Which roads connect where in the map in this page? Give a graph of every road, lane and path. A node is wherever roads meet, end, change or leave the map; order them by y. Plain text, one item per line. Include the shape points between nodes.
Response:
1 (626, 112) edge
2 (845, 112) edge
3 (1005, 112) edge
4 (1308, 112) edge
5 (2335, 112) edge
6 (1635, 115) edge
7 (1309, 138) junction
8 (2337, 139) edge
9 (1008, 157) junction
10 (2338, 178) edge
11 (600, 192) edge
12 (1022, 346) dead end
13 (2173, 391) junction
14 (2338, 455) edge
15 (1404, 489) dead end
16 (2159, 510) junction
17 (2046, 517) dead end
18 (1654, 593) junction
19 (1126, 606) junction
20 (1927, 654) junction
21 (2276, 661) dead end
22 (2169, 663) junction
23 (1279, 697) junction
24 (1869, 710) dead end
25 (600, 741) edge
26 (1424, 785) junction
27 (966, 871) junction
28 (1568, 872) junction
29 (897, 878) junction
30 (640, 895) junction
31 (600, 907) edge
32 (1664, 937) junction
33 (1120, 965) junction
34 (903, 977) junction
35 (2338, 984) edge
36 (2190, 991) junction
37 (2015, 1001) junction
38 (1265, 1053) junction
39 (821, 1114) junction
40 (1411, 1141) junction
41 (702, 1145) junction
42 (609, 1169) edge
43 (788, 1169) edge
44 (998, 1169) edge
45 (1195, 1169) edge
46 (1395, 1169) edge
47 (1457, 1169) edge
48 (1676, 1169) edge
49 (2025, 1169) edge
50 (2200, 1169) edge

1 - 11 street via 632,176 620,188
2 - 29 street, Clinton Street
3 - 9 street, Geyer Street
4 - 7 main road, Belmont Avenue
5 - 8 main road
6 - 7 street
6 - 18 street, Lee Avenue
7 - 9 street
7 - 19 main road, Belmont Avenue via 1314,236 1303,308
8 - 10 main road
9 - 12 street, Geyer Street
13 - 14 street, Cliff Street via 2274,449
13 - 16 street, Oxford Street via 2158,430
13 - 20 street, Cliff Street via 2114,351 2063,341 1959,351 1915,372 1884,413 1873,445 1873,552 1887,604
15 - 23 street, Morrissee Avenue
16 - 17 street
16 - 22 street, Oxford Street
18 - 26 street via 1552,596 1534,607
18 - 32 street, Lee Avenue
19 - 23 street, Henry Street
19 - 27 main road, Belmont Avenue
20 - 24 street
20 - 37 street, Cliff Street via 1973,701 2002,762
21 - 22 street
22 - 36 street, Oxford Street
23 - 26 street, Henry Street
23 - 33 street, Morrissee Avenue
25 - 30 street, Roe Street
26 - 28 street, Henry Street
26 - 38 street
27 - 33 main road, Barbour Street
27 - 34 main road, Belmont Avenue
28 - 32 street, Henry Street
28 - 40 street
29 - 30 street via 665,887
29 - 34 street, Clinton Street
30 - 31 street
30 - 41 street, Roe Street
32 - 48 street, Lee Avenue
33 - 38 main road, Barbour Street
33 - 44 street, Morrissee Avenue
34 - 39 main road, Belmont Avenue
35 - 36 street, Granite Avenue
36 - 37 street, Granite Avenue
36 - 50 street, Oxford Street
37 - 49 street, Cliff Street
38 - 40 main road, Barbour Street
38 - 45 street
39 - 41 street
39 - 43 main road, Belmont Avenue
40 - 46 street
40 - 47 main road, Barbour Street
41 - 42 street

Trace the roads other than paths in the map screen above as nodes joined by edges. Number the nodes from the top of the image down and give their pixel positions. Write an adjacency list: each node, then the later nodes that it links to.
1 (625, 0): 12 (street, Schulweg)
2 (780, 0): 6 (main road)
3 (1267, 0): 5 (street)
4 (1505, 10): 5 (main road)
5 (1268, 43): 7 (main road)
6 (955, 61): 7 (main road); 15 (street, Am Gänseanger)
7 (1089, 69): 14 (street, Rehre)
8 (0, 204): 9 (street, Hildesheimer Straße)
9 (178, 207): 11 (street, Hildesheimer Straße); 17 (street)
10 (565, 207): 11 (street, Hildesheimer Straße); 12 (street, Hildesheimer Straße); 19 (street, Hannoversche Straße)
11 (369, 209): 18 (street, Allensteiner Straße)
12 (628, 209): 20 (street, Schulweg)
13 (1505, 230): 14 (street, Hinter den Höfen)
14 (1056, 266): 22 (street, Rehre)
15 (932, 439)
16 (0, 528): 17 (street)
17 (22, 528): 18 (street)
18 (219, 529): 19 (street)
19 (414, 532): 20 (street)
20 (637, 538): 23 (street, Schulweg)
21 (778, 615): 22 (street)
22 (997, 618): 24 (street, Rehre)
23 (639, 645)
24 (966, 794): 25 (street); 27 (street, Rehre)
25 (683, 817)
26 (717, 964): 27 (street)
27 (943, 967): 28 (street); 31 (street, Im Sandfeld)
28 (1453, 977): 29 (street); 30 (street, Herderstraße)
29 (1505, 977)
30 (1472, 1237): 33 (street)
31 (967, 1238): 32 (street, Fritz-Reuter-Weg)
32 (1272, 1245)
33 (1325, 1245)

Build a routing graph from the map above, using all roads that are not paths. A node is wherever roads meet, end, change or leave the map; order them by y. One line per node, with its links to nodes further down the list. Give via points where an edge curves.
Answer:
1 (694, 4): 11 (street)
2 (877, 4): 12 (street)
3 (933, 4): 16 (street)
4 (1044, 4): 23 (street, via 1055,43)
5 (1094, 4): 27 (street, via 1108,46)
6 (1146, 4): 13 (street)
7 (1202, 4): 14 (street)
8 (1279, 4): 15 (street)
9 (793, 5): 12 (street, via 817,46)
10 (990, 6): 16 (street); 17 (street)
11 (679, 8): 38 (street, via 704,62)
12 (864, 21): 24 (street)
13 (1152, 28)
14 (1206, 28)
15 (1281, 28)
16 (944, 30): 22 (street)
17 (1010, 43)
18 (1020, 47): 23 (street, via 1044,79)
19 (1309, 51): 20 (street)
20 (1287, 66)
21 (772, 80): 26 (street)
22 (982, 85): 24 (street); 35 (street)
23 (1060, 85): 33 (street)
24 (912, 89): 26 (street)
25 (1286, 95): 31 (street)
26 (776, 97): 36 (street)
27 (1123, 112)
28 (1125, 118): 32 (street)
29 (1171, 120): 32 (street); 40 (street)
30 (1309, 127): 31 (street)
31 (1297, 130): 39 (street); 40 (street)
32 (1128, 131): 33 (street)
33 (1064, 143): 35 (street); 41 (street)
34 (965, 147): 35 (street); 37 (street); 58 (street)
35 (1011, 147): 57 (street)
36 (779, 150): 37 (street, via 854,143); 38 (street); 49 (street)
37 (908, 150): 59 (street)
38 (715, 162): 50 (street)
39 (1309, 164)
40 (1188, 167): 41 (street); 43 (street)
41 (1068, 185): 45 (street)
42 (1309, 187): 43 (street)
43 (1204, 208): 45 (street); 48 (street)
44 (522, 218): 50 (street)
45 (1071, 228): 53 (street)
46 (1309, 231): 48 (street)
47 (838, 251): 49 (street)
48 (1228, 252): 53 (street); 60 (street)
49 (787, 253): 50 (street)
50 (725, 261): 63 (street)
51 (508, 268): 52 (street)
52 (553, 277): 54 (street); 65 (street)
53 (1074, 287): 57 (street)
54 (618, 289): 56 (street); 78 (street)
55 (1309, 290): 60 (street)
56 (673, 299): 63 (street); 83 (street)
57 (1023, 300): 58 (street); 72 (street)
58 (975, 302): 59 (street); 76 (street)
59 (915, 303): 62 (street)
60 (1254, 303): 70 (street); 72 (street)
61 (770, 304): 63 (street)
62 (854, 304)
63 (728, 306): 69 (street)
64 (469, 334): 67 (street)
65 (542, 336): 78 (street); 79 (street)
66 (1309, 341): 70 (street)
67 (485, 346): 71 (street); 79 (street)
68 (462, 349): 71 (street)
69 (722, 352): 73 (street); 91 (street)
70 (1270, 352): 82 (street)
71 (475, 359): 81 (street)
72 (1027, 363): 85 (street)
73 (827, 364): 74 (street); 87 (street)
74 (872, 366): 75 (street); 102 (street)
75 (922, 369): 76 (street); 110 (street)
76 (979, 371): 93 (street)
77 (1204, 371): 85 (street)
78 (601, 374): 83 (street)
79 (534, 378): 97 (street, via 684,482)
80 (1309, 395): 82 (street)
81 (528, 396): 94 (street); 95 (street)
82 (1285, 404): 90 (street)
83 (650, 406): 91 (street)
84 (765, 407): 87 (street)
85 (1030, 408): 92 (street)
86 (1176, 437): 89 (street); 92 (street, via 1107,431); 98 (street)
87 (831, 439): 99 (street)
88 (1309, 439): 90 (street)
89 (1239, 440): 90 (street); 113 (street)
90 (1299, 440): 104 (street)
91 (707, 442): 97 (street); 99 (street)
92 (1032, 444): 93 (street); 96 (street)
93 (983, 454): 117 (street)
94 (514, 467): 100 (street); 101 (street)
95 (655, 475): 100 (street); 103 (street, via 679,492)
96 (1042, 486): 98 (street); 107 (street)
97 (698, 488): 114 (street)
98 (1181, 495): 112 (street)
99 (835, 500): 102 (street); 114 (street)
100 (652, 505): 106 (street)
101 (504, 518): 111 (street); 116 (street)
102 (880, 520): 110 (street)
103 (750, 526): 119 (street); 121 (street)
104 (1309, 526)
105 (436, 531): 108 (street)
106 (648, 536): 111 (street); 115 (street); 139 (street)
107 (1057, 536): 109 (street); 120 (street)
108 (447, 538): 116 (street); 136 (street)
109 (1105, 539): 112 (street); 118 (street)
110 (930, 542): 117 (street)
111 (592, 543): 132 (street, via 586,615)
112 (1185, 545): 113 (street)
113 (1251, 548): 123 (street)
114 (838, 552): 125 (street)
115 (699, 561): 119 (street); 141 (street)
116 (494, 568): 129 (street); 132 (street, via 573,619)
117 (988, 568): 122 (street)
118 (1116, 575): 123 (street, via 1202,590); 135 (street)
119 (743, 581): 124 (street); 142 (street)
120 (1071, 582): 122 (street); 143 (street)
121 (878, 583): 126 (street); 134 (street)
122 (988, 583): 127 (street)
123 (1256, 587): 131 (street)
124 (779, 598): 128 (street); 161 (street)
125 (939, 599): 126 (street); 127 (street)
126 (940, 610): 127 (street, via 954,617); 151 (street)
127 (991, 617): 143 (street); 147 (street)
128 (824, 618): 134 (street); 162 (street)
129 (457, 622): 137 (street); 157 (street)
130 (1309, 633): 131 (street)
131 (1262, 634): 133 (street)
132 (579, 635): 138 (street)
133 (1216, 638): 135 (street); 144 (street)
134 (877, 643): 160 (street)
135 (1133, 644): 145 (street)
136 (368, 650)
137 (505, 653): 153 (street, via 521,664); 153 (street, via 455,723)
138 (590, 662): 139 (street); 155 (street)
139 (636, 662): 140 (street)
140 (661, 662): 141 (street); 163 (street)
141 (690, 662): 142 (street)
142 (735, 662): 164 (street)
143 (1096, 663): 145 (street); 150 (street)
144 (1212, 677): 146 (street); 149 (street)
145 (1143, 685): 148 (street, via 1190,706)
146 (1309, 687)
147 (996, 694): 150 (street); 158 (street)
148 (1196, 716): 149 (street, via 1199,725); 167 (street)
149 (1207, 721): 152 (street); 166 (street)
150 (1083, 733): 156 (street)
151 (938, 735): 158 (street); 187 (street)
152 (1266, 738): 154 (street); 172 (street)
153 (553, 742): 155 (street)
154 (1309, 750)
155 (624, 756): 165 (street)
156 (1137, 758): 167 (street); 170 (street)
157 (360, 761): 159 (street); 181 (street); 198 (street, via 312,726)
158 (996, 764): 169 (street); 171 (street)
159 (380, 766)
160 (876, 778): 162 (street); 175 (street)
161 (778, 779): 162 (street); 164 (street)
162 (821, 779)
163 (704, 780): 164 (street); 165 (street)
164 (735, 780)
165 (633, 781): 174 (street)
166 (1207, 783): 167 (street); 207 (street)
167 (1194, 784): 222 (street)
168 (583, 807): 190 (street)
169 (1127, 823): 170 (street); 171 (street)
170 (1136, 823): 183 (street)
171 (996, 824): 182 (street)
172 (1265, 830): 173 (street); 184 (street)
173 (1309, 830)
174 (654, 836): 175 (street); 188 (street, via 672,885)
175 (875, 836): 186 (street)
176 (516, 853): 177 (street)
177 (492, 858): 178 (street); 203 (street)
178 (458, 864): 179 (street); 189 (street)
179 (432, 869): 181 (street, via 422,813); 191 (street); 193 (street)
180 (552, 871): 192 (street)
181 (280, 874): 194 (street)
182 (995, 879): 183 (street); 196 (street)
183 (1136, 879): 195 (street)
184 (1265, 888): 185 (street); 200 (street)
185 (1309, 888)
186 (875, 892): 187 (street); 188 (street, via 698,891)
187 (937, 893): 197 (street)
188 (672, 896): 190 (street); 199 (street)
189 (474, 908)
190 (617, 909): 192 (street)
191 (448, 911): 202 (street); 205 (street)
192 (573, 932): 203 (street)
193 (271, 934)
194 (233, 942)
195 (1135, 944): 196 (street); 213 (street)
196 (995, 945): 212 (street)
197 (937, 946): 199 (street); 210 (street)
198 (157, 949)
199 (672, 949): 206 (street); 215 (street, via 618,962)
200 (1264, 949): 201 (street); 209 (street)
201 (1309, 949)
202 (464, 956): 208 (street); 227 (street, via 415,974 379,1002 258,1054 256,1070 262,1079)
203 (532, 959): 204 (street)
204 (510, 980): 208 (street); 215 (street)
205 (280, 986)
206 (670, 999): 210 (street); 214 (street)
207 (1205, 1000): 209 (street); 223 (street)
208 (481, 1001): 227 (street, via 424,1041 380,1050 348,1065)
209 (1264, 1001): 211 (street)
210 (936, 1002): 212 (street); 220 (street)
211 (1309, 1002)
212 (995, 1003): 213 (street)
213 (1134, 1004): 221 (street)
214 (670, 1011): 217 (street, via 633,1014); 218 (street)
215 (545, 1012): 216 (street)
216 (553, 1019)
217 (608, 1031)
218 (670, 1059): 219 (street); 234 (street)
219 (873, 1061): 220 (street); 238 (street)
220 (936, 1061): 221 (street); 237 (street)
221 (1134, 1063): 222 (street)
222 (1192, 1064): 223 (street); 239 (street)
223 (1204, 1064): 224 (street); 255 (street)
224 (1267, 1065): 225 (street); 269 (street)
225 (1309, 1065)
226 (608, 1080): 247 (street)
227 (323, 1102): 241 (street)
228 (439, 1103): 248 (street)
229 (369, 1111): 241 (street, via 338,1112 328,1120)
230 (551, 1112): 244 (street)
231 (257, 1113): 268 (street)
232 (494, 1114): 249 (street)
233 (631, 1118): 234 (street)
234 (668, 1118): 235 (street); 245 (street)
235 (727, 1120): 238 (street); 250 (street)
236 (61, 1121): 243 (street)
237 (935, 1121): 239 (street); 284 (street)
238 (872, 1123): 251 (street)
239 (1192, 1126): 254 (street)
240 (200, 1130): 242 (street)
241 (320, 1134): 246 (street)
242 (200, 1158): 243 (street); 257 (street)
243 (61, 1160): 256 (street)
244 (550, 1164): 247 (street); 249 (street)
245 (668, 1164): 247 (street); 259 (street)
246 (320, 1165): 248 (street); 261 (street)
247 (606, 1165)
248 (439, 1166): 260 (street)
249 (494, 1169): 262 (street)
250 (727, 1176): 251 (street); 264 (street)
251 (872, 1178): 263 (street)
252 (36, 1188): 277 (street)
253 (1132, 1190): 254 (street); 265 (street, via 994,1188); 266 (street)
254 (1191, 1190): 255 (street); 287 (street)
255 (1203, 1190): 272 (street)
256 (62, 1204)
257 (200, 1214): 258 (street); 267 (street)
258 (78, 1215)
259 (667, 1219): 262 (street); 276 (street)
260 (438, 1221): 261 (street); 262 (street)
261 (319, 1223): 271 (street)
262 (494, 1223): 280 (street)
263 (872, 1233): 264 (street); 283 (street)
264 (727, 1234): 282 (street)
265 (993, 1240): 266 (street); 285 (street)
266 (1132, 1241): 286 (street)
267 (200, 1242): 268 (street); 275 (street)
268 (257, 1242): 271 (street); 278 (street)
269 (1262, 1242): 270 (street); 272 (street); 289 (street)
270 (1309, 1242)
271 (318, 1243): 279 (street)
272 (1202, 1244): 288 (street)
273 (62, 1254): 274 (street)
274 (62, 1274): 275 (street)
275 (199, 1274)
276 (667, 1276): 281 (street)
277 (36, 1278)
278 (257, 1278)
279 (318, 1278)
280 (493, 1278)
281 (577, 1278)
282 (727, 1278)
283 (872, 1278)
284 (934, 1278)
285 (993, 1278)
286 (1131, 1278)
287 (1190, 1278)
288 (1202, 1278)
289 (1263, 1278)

▶ _AIM OF THE EXERCISE_:
Only the lines that contain the string "Oxford" should be copied from the entries above.

▶ _RESPONSE TO THIS EXERCISE_:
13 - 16 street, Oxford Street via 2158,430
16 - 22 street, Oxford Street
22 - 36 street, Oxford Street
36 - 50 street, Oxford Street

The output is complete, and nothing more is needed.